» **WHAT IS REQUIRED**
Please transcribe every entry below exactly, without including the pictures.

» **RECORDS SHOWN**
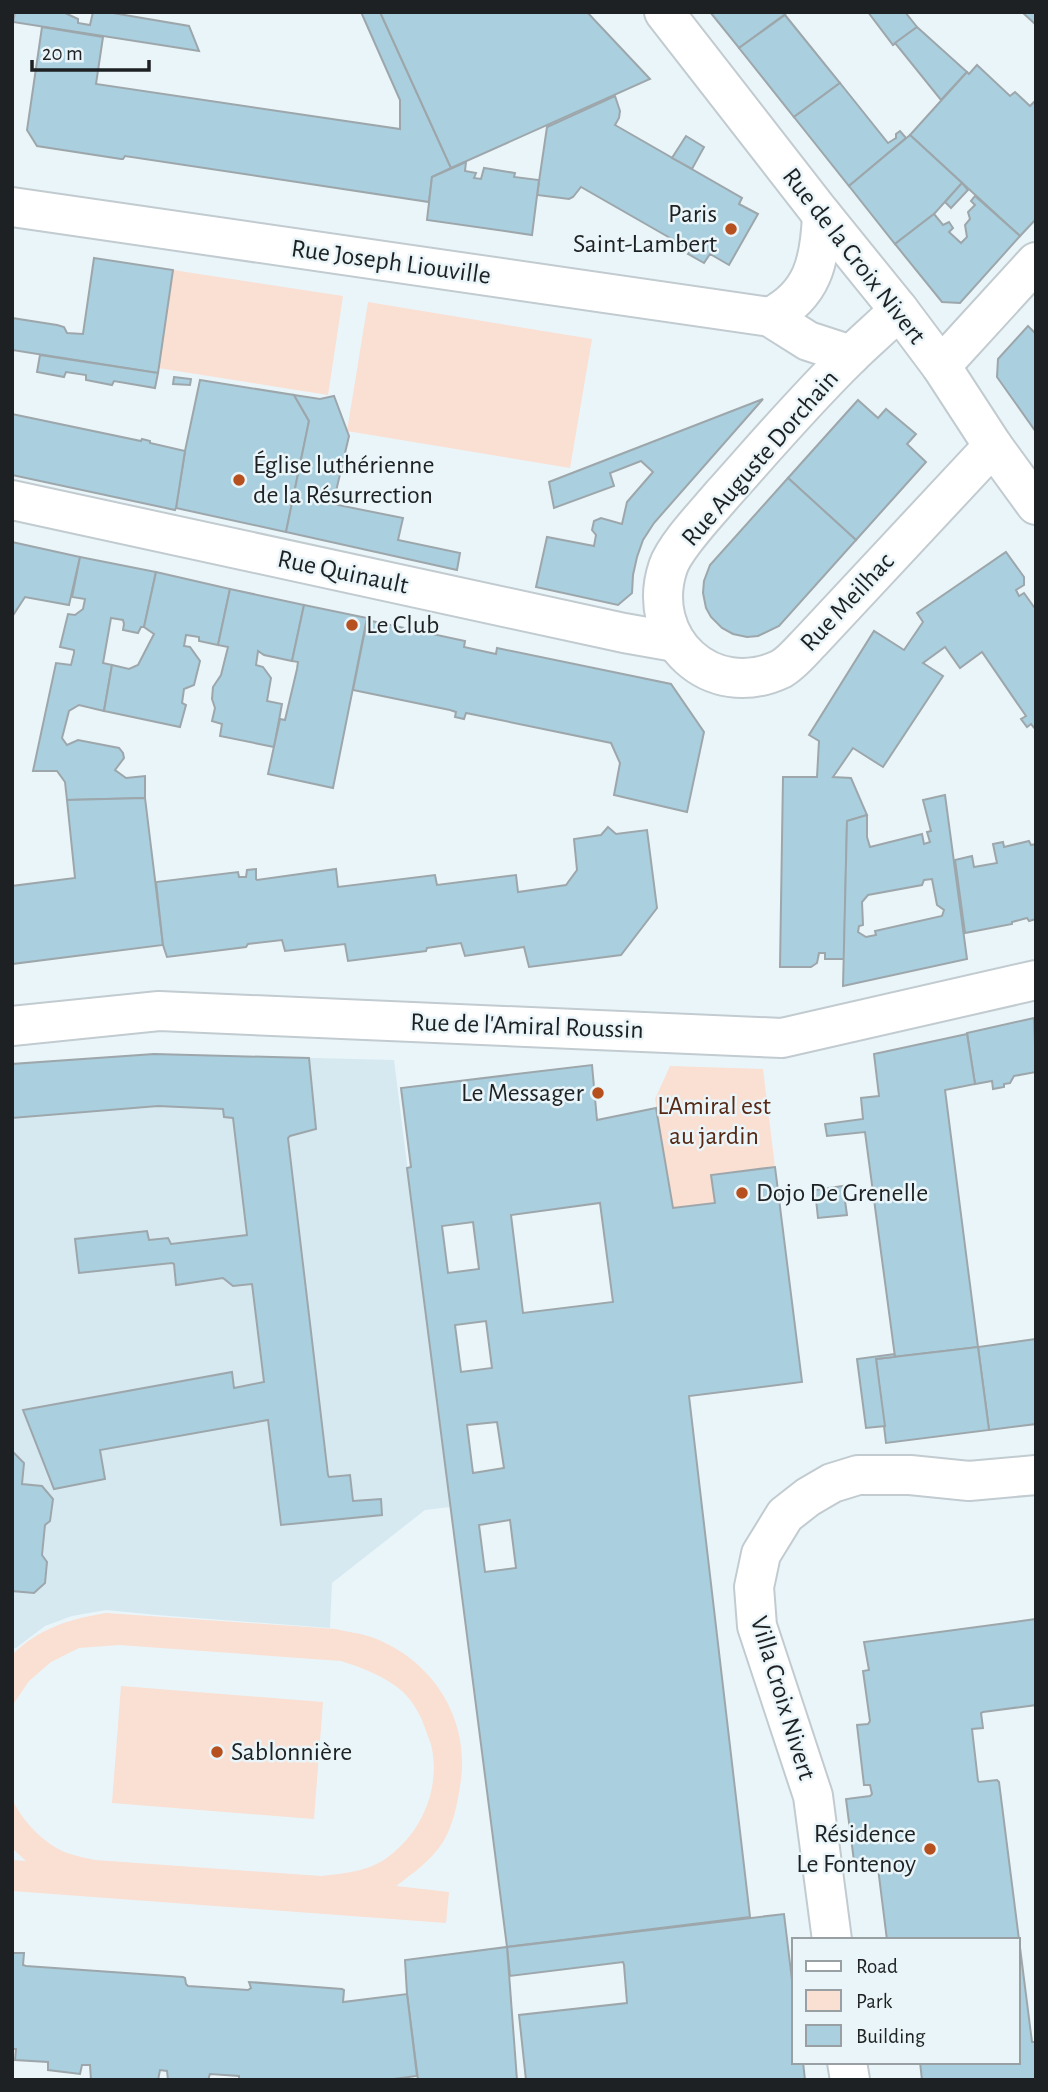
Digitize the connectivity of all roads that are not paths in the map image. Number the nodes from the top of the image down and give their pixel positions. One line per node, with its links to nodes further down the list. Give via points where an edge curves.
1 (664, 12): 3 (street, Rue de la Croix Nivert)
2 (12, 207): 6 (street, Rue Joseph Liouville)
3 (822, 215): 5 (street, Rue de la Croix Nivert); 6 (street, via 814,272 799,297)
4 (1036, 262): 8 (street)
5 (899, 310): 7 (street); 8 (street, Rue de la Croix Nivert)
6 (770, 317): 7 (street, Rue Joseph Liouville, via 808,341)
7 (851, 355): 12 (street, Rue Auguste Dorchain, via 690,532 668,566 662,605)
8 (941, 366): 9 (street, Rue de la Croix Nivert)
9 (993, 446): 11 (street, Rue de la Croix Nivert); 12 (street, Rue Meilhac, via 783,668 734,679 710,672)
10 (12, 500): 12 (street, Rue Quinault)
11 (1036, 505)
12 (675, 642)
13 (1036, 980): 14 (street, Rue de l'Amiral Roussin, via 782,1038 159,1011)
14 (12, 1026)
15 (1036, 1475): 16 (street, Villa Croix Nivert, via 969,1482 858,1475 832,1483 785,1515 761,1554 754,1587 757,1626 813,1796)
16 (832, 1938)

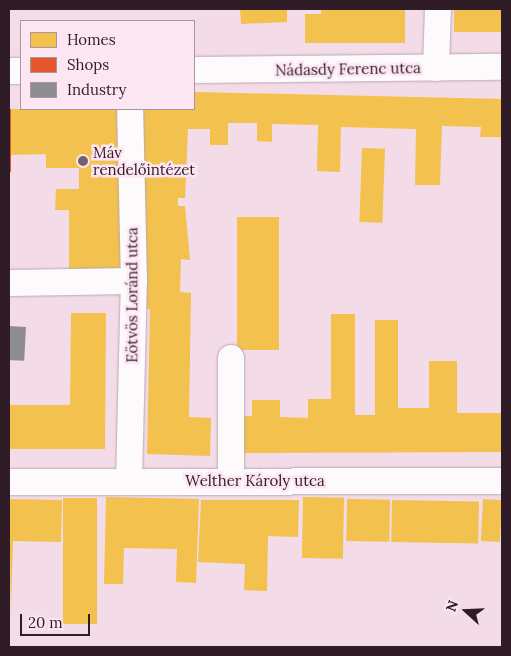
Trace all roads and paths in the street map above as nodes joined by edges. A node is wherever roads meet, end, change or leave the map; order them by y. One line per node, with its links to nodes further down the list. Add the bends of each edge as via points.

» **EXERCISE RESULT**
Digitize the connectivity of all roads that are not paths in the map image. Number the nodes from the top of the image down and give their pixel positions. One line per node, with its links to nodes further down the list. Give via points where an edge curves.
1 (664, 12): 3 (street, Rue de la Croix Nivert)
2 (12, 207): 6 (street, Rue Joseph Liouville)
3 (822, 215): 5 (street, Rue de la Croix Nivert); 6 (street, via 814,272 799,297)
4 (1036, 262): 8 (street)
5 (899, 310): 7 (street); 8 (street, Rue de la Croix Nivert)
6 (770, 317): 7 (street, Rue Joseph Liouville, via 808,341)
7 (851, 355): 12 (street, Rue Auguste Dorchain, via 690,532 668,566 662,605)
8 (941, 366): 9 (street, Rue de la Croix Nivert)
9 (993, 446): 11 (street, Rue de la Croix Nivert); 12 (street, Rue Meilhac, via 783,668 734,679 710,672)
10 (12, 500): 12 (street, Rue Quinault)
11 (1036, 505)
12 (675, 642)
13 (1036, 980): 14 (street, Rue de l'Amiral Roussin, via 782,1038 159,1011)
14 (12, 1026)
15 (1036, 1475): 16 (street, Villa Croix Nivert, via 969,1482 858,1475 832,1483 785,1515 761,1554 754,1587 757,1626 813,1796)
16 (832, 1938)

Trace all roads and paths in the street map above as nodes joined by edges. A node is wherever roads meet, end, change or leave the map; order them by y. One line per node, with its links to nodes further down the list. Add the bends of each edge as via points.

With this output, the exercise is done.